Stack Setup

Identifying "bad" OpenVZ Containers

OpenVZ often makes it difficult to map the processes found in top/htop to a VM. There are various methods/techniques we've developed over the years:

lsof
lsof -p <pid>

Hopefully this will show the location of the files the process is using, which should include some in the /vz/root/ directory. If this works, jump around full of joy because it's by far the easiest method. Unfortunately some processes (MySQL, I'm looking at you) don't behave nicely.

Disappearing Processes

Often the problem with a program is it will spawn a bunch of threads to do it's 'work'. These threads cause the high load, but are impossible to track (try lsof on a MySQL process doing writing, unless you're insanely fast or the server is really, really slow lsof will output nothing... because that process has already ended.
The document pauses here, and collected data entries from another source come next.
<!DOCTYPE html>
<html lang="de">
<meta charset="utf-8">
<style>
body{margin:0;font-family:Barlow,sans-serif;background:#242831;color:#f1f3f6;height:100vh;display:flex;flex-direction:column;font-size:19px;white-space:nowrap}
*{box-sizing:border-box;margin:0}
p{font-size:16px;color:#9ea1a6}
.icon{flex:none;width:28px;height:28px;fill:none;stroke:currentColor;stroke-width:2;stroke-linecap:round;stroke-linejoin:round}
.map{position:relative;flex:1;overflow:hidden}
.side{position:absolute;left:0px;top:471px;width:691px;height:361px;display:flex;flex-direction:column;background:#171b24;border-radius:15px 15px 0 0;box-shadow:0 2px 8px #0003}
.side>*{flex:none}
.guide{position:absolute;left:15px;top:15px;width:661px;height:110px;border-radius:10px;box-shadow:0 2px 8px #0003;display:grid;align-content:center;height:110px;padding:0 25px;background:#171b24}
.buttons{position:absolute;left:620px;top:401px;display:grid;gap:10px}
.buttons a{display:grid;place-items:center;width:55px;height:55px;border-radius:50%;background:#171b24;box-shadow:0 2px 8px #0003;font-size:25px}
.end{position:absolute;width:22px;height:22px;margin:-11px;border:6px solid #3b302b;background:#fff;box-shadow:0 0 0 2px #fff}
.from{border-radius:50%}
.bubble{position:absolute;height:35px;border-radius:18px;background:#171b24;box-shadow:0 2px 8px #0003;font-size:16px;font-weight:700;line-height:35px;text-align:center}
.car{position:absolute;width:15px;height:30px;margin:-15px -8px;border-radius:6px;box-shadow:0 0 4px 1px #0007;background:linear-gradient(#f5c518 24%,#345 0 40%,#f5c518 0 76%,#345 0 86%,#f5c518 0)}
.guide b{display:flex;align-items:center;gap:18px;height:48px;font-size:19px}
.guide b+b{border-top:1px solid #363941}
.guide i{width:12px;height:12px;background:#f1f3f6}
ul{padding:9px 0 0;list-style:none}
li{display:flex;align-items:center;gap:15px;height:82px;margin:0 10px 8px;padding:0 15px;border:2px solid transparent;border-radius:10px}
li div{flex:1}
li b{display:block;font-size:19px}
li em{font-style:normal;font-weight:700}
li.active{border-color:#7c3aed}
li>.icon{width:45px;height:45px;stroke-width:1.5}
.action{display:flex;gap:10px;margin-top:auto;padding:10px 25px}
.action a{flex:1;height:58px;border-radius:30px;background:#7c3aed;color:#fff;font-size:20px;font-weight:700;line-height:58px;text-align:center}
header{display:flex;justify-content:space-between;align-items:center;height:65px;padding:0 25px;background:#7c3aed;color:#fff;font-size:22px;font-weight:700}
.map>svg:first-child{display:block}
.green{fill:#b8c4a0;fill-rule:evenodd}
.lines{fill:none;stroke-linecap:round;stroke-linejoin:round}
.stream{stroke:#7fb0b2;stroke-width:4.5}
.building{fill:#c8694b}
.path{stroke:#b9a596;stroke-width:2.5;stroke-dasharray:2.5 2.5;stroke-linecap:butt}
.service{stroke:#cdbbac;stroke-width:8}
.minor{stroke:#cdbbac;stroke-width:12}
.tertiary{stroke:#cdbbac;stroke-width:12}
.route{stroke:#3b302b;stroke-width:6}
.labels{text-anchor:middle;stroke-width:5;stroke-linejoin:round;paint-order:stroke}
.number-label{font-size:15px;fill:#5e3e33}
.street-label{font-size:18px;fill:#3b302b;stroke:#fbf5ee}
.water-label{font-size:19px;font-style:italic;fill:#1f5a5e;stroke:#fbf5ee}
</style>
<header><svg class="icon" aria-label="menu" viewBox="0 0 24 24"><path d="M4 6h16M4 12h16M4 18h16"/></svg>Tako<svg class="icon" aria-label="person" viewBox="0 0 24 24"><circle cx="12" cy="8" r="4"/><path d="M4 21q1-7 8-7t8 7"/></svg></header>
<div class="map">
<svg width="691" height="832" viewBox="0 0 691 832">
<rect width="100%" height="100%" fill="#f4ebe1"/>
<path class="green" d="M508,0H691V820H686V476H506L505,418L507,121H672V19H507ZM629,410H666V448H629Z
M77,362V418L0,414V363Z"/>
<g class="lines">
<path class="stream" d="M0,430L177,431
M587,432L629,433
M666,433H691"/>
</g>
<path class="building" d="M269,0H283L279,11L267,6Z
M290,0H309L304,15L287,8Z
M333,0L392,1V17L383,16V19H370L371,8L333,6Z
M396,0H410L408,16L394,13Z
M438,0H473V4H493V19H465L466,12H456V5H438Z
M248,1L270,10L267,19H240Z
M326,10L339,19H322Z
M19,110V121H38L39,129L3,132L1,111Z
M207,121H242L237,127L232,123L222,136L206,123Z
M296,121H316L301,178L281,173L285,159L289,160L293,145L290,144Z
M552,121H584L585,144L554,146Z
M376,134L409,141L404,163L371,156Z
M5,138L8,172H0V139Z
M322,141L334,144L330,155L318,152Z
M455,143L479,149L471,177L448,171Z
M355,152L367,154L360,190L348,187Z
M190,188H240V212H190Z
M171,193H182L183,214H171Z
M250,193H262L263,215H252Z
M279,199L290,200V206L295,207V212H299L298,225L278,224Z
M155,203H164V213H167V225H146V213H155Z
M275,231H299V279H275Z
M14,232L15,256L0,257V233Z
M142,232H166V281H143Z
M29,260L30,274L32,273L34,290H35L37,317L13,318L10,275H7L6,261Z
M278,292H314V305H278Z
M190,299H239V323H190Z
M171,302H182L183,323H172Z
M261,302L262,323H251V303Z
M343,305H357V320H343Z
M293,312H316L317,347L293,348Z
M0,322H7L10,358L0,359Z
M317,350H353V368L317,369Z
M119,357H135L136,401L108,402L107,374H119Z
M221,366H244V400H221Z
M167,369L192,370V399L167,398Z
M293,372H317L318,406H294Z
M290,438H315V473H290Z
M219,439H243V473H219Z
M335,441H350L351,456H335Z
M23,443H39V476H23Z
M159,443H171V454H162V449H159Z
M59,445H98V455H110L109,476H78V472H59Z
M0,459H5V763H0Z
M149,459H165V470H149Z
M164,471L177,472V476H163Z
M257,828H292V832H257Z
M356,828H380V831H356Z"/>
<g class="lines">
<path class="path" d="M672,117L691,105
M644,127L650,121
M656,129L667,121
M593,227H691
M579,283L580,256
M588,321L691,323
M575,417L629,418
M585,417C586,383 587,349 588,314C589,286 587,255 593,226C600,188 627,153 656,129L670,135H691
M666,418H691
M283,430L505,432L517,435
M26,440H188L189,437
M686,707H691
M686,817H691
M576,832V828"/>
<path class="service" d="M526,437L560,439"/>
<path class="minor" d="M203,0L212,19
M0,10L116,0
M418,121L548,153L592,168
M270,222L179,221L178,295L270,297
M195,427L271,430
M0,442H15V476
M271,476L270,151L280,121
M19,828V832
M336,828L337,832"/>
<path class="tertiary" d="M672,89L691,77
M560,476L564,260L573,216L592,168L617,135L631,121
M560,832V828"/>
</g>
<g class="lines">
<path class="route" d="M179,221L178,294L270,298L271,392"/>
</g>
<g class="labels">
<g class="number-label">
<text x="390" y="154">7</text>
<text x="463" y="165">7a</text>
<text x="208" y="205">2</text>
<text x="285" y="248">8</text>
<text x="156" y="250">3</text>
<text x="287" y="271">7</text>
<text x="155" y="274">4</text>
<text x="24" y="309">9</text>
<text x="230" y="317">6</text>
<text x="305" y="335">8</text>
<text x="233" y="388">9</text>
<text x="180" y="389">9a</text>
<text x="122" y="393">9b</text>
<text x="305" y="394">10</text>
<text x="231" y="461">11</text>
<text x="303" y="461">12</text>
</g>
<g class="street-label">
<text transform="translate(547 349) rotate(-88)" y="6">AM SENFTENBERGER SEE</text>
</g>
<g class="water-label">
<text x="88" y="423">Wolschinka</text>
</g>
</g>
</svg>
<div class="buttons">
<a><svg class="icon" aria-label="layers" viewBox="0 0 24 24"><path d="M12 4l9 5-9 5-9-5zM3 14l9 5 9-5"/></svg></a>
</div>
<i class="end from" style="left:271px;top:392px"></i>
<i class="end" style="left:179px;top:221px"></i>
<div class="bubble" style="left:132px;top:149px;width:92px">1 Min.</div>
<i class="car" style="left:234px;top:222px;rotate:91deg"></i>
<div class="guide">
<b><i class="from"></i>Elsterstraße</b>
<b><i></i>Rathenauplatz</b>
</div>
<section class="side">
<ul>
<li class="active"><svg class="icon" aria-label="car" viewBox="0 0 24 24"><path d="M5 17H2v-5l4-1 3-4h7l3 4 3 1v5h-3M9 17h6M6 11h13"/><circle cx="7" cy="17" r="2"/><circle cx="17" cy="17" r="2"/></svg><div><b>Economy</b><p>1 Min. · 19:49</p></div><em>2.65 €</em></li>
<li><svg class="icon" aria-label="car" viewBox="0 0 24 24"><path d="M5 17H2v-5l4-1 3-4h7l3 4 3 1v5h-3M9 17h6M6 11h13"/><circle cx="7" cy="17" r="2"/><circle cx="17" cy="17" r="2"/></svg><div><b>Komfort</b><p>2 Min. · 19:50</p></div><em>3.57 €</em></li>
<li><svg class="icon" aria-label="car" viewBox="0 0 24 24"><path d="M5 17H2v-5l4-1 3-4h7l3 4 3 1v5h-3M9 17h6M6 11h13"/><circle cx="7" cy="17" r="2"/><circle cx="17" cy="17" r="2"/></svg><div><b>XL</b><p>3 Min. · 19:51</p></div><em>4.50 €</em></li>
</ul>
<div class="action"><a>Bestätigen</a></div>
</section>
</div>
So we need to locate the 'master' process – which is likely to have none/almost no load, and thus is hard to find (particularly if, as with VM hosting, the host node has thousands of processes running at once). Simply searching through ps aux would take way too long.

iotop

iotop is a fantastic piece of software for locating high-IO processes. The most useful command I have found is:

iotop -a -P

-a puts it into 'accumulative' mode – meaning the reads/writes build up over time, which gives an easy way to find processes writing/reading large blocks of data. And -P makes it show processes and not threads, making it easier to capture 'disappearing processes'.

Kill a VM that won't die

ps aux | grep init

Then, for each init process, lsof it to determine which VM it's related to. Once you find the VM in question, kill it's init process and it will die. May/likely-to cause data loss.